This game is a good example of a Markov Decision Process (MDP) with two players and perfect information: all a player needs to know to decide a move lays open on the board. It has the Markov property, means the current state (board configuration + player on turn) is the only information required to estimate what could follow, no matter how this state was reached. Only the present state is relevant to make decisions, not the paste states. This has its importance in solving this game, as we will see later.
Other fact worth noticing: At the end of the game, there is one winner, and only one. No draw or whatever. This is also important in assessing if a player can force victory from a given position.
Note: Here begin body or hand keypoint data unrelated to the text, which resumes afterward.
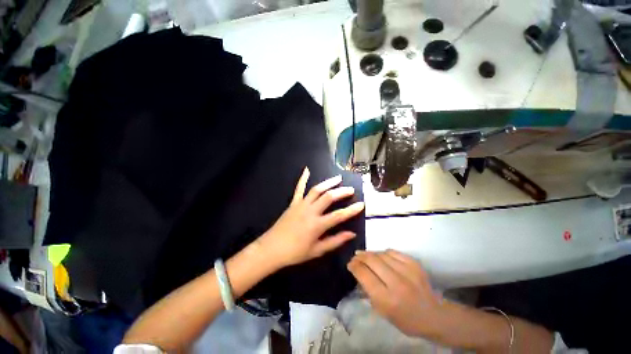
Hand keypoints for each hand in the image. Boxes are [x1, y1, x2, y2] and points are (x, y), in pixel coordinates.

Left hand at [257, 167, 364, 268]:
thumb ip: (335, 241)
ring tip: (338, 178)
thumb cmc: (295, 252)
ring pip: (316, 190)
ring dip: (328, 183)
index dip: (352, 210)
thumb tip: (351, 234)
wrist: (272, 249)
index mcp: (317, 225)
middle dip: (342, 192)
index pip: (339, 215)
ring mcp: (301, 205)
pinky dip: (303, 178)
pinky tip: (307, 170)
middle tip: (351, 189)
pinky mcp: (293, 203)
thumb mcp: (317, 251)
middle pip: (329, 197)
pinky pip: (298, 188)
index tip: (362, 204)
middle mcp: (310, 211)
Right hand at [347, 250, 443, 336]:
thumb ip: (368, 290)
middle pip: (371, 260)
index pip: (364, 274)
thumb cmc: (405, 319)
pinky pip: (393, 252)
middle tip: (356, 256)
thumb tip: (357, 271)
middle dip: (360, 256)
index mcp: (386, 299)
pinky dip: (384, 253)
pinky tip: (382, 257)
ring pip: (381, 254)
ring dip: (371, 254)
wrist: (433, 315)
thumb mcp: (382, 312)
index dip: (354, 266)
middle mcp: (396, 283)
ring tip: (367, 256)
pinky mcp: (414, 264)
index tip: (350, 264)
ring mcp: (407, 271)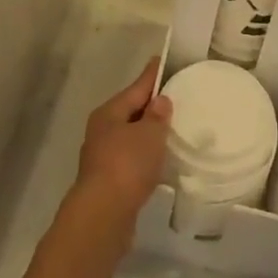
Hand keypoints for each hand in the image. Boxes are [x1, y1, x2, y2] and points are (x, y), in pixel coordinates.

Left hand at [72, 59, 171, 221]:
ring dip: (148, 135)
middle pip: (130, 112)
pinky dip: (145, 157)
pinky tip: (159, 163)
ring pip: (130, 138)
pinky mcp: (108, 182)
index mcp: (109, 113)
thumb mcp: (149, 135)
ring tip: (172, 132)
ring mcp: (102, 157)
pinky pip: (131, 160)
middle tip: (175, 99)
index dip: (152, 75)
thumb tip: (160, 101)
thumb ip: (157, 116)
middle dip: (150, 107)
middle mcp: (101, 131)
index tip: (161, 61)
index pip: (136, 88)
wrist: (103, 216)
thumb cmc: (127, 165)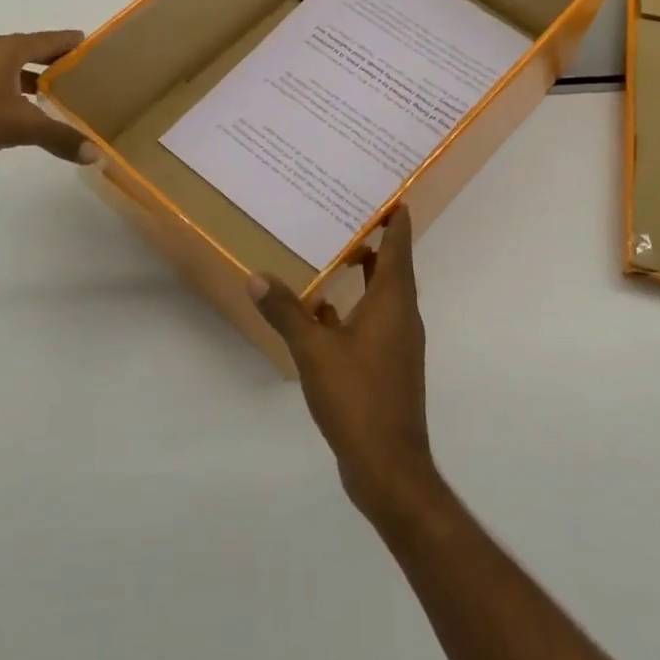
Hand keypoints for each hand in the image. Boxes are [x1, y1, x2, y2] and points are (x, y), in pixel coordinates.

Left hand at [0, 30, 94, 170]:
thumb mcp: (18, 126)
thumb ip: (59, 137)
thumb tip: (96, 154)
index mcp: (8, 49)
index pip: (54, 39)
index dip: (78, 44)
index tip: (105, 52)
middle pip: (38, 53)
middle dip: (64, 64)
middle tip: (94, 77)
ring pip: (20, 72)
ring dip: (43, 82)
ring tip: (71, 97)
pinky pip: (6, 88)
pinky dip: (24, 96)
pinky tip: (35, 115)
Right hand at [250, 205, 441, 528]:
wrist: (389, 467)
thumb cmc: (358, 398)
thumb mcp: (314, 351)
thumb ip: (287, 312)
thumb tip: (257, 276)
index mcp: (393, 302)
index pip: (399, 247)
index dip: (396, 219)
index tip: (389, 192)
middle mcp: (401, 316)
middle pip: (392, 267)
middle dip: (374, 241)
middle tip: (346, 214)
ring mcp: (397, 344)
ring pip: (381, 296)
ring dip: (362, 275)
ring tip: (332, 254)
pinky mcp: (387, 366)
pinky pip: (372, 322)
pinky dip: (352, 310)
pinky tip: (322, 313)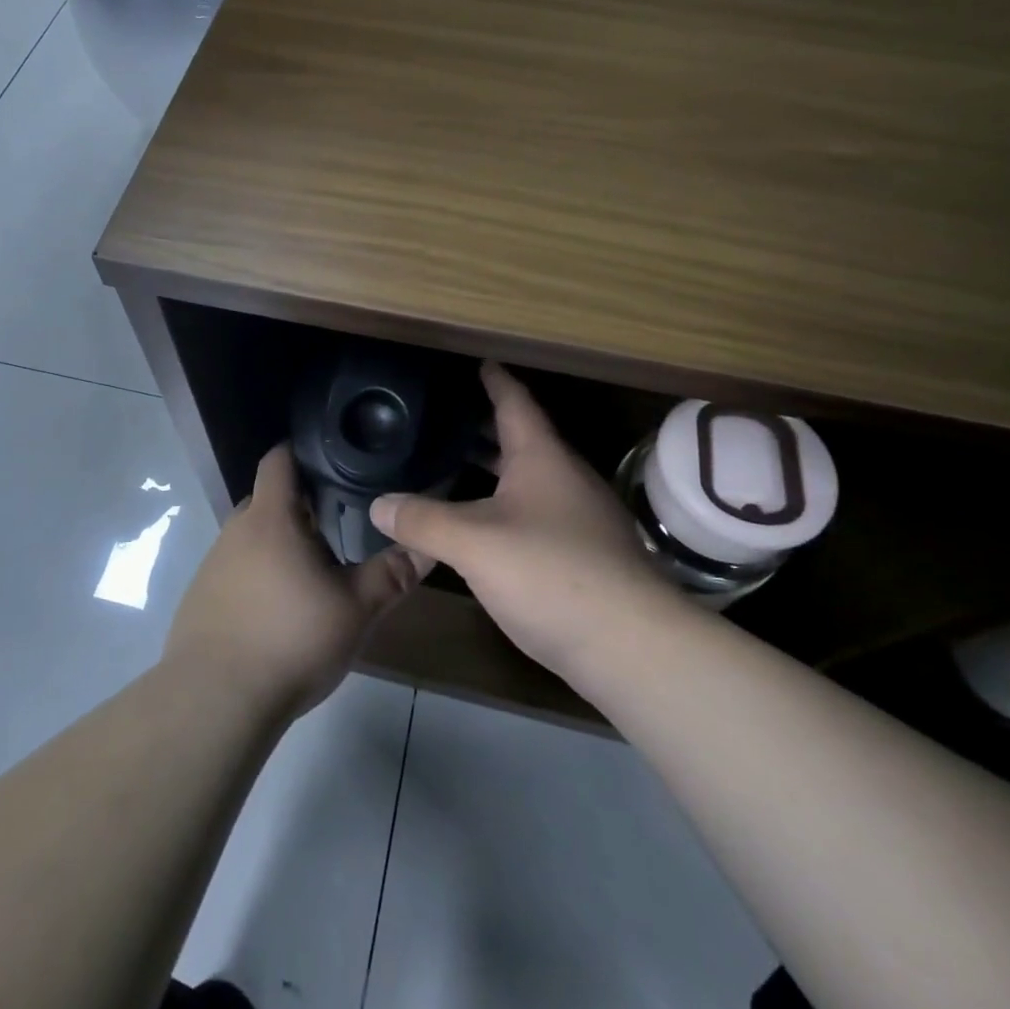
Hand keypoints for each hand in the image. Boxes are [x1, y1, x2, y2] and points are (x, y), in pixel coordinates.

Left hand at [166, 443, 424, 716]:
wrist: (215, 700)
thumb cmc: (290, 640)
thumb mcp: (354, 609)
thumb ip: (392, 575)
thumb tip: (429, 547)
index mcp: (271, 518)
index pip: (279, 459)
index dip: (302, 452)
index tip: (333, 461)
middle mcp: (236, 531)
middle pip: (267, 500)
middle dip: (299, 506)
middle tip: (336, 524)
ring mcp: (212, 564)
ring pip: (251, 538)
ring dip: (278, 545)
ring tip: (312, 571)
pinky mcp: (199, 598)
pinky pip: (235, 571)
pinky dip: (257, 577)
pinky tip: (277, 611)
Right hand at [370, 362, 686, 681]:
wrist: (631, 646)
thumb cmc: (550, 573)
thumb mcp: (473, 544)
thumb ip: (422, 521)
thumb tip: (378, 505)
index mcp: (542, 458)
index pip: (515, 403)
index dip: (495, 381)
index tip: (479, 362)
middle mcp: (565, 478)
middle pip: (521, 441)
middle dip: (484, 428)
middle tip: (444, 420)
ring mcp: (580, 518)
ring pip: (529, 480)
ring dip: (494, 471)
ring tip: (452, 467)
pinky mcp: (584, 555)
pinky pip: (535, 514)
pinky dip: (504, 506)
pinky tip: (482, 528)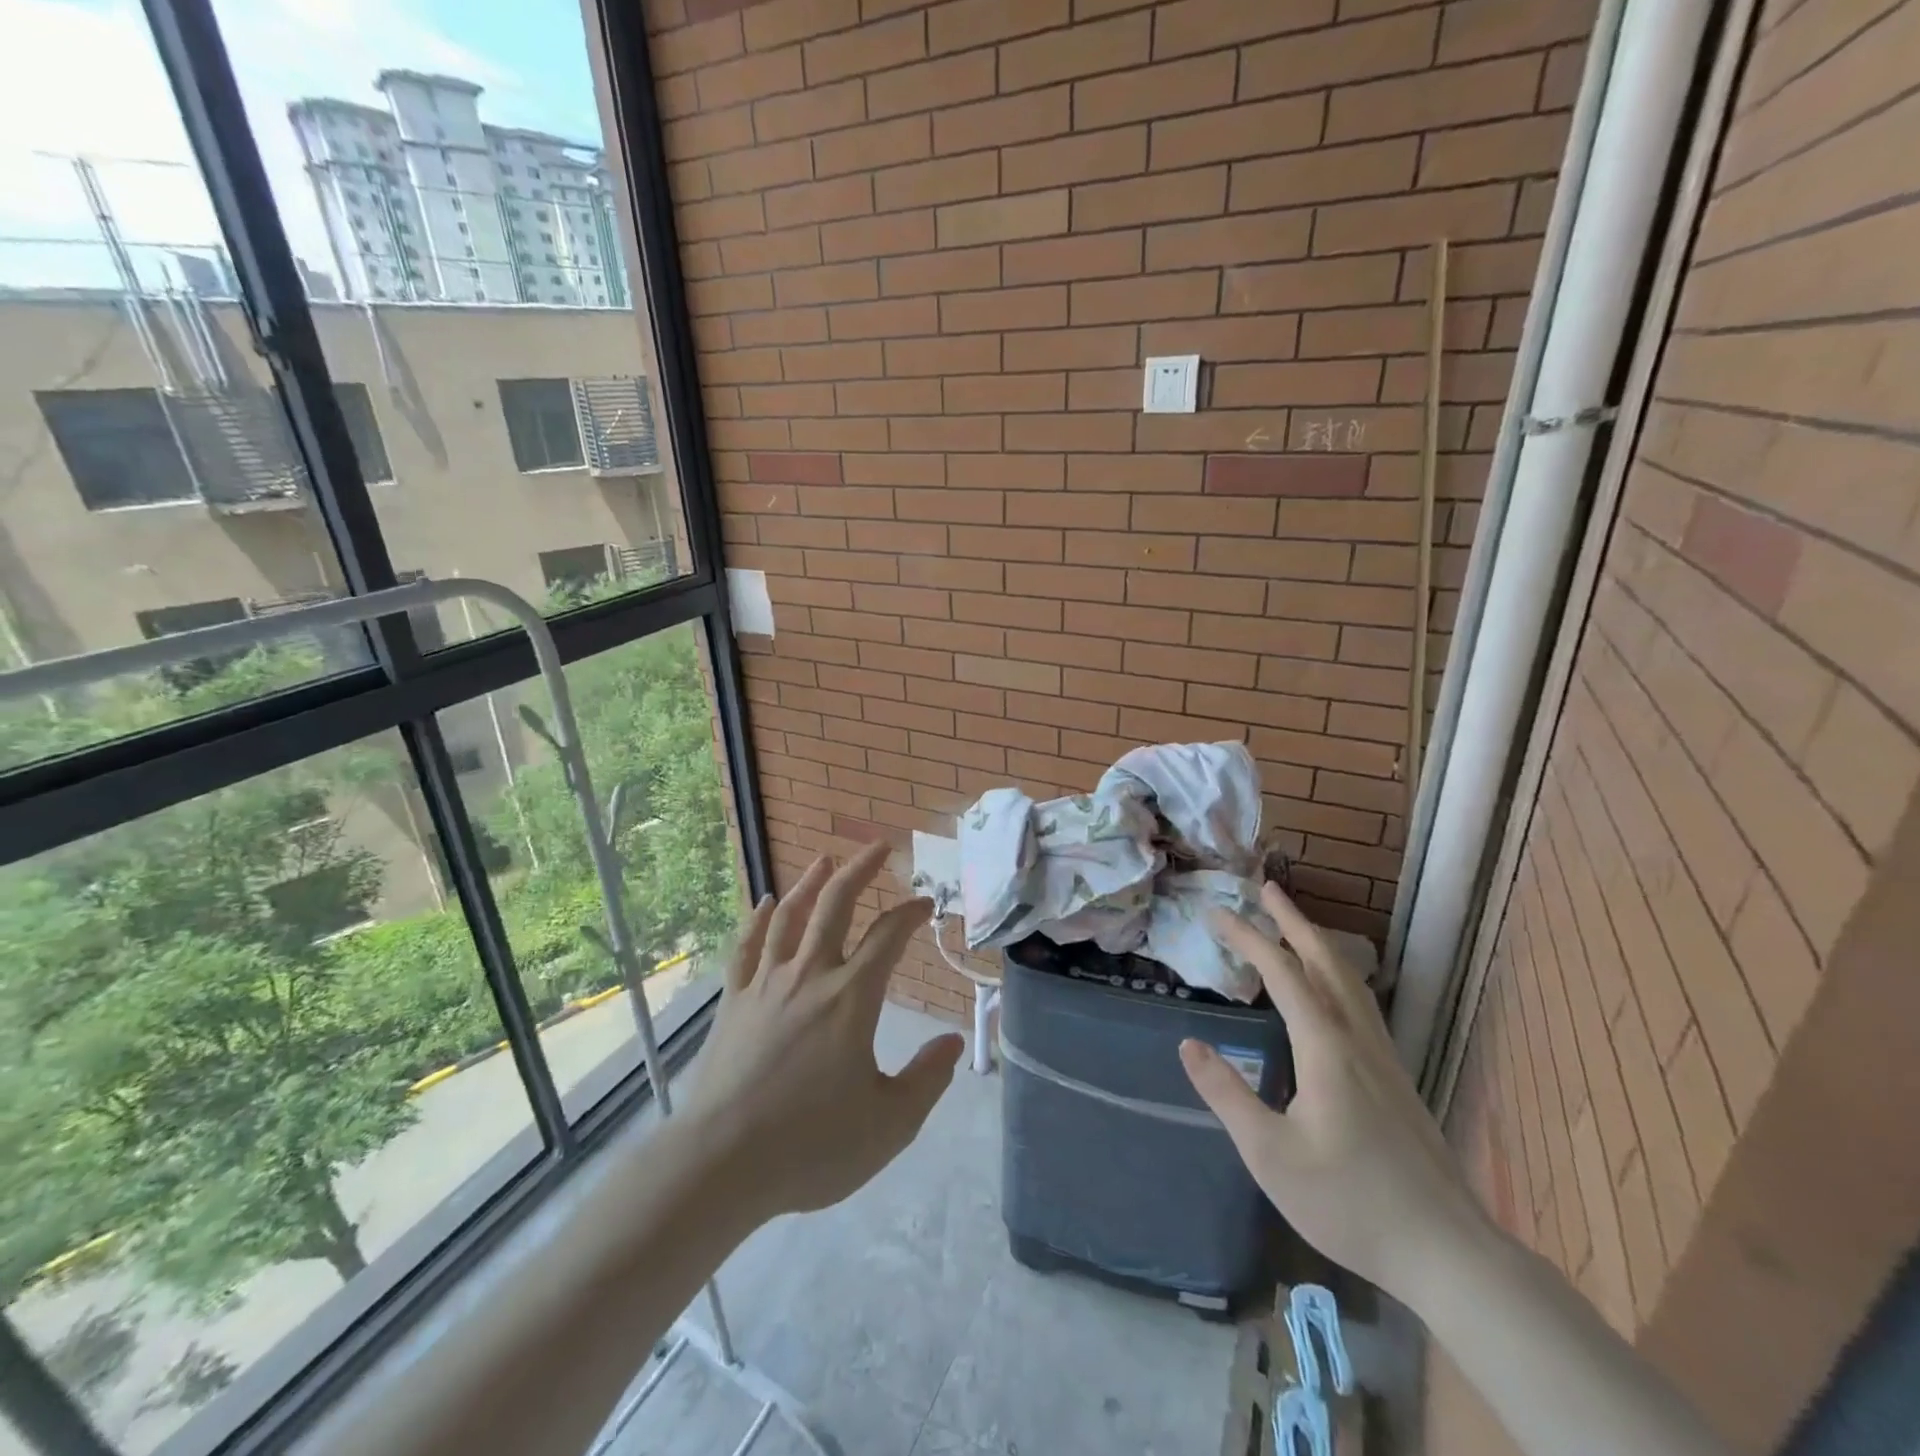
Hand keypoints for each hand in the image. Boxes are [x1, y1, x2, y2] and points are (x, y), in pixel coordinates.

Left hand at [684, 842, 964, 1223]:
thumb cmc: (811, 1145)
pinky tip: (765, 903)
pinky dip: (758, 919)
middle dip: (860, 871)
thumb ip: (927, 1079)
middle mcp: (810, 976)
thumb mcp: (889, 1125)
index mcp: (852, 998)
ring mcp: (766, 984)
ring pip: (790, 917)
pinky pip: (746, 947)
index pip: (888, 937)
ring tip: (825, 861)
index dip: (911, 914)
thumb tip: (954, 1043)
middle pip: (836, 906)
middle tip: (878, 847)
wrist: (722, 1163)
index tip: (925, 903)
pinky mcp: (734, 1001)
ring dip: (810, 883)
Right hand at [1178, 881, 1490, 1300]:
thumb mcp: (1270, 1155)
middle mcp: (1357, 1039)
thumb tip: (1189, 1043)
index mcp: (1326, 1047)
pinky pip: (1360, 1003)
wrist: (1449, 1253)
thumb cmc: (1351, 1203)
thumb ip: (1226, 1094)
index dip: (1248, 937)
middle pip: (1325, 961)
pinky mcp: (1396, 1078)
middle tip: (1264, 889)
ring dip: (1316, 943)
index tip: (1217, 912)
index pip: (1282, 973)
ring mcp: (1383, 1057)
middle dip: (1291, 921)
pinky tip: (1328, 992)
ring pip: (1349, 980)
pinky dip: (1334, 974)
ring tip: (1291, 925)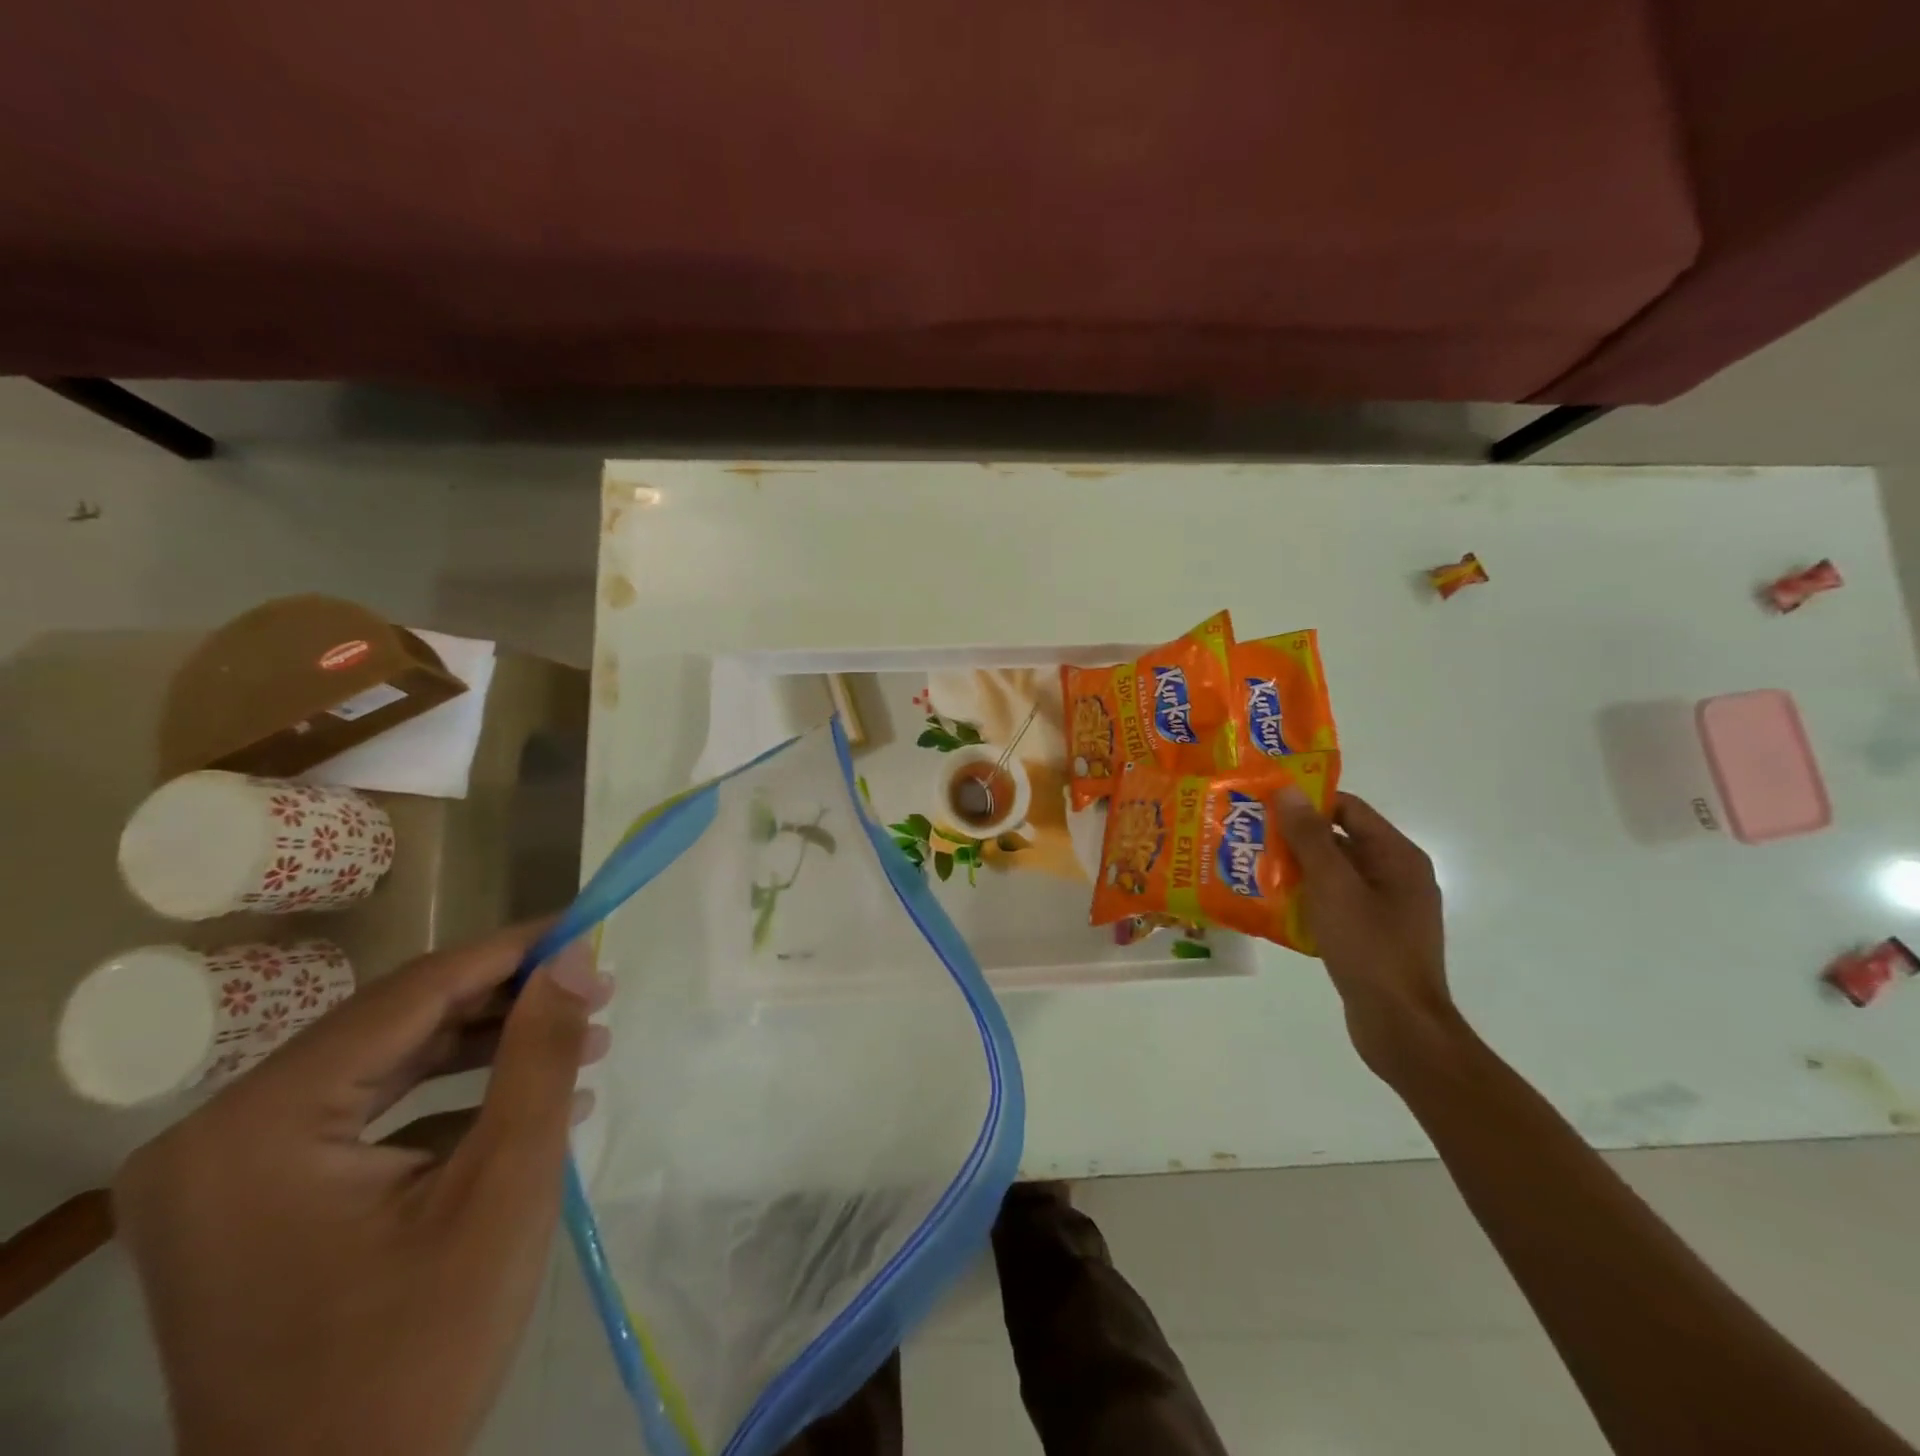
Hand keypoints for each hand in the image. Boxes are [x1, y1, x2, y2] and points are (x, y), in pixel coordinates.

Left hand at [114, 920, 611, 1455]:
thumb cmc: (421, 1348)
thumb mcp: (505, 1187)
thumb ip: (540, 1056)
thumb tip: (577, 955)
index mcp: (255, 1128)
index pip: (407, 995)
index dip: (509, 951)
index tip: (586, 926)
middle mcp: (217, 1133)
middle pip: (391, 1024)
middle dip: (505, 1000)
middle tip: (596, 986)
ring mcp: (226, 1170)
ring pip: (385, 1063)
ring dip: (487, 1045)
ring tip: (582, 1036)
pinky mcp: (254, 1198)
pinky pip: (367, 1112)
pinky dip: (451, 1095)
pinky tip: (530, 1099)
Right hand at [1275, 787, 1458, 1076]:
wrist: (1401, 1026)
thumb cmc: (1369, 948)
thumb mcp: (1334, 887)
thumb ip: (1310, 838)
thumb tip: (1288, 790)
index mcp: (1396, 856)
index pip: (1348, 808)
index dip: (1306, 801)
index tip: (1263, 804)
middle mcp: (1395, 875)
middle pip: (1339, 840)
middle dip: (1293, 837)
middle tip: (1247, 835)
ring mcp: (1385, 908)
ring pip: (1332, 874)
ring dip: (1294, 870)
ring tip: (1249, 868)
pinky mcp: (1371, 935)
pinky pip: (1333, 904)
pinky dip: (1305, 900)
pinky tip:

Last but not least: there is no exogenous randomness (e.g. dice roll) contributing to the game. Any state is the result of the decisions of the players only.
Questions
After playing a certain number of games, it seems however intuitive that black can force victory if it makes no mistake, but that it can easily make a mistake leading white to escape and win. Can we prove it?
The second question that arises is, can we define an optimal policy, means an optimal way to play at any given state for both black and white?
The third question is, how many possible states, means board configurations, are possible in this game? How many possible games are there?
Methodology
To answer those questions, we need to simulate all possible hasenspiel games. However, the number of possible games is too massive for a direct “bruteforce” approach. Thus the strategy is to follow a depth-first search (DFS) approach. White plays its forst possible move, then black its first possible move, etc. until the game reaches a final step where one of both players wins, from there we go up one step, explore the second last possible move, etc, until we have explored all possible nodes of the game. For each state, we store following information:
- If the player on turn at this state can force victory from there
- How many possible games there are from this state downward
- Among all those possible games, the percentage of them where black win
Nodes update
Nodes represent states. The children of a node are the states that can be reached from this state through the possible actions (moves) of the player at turn at this state. The nodes are updates recursively following the depth-first search, starting from the final nodes, where a player wins, backward to its parent node.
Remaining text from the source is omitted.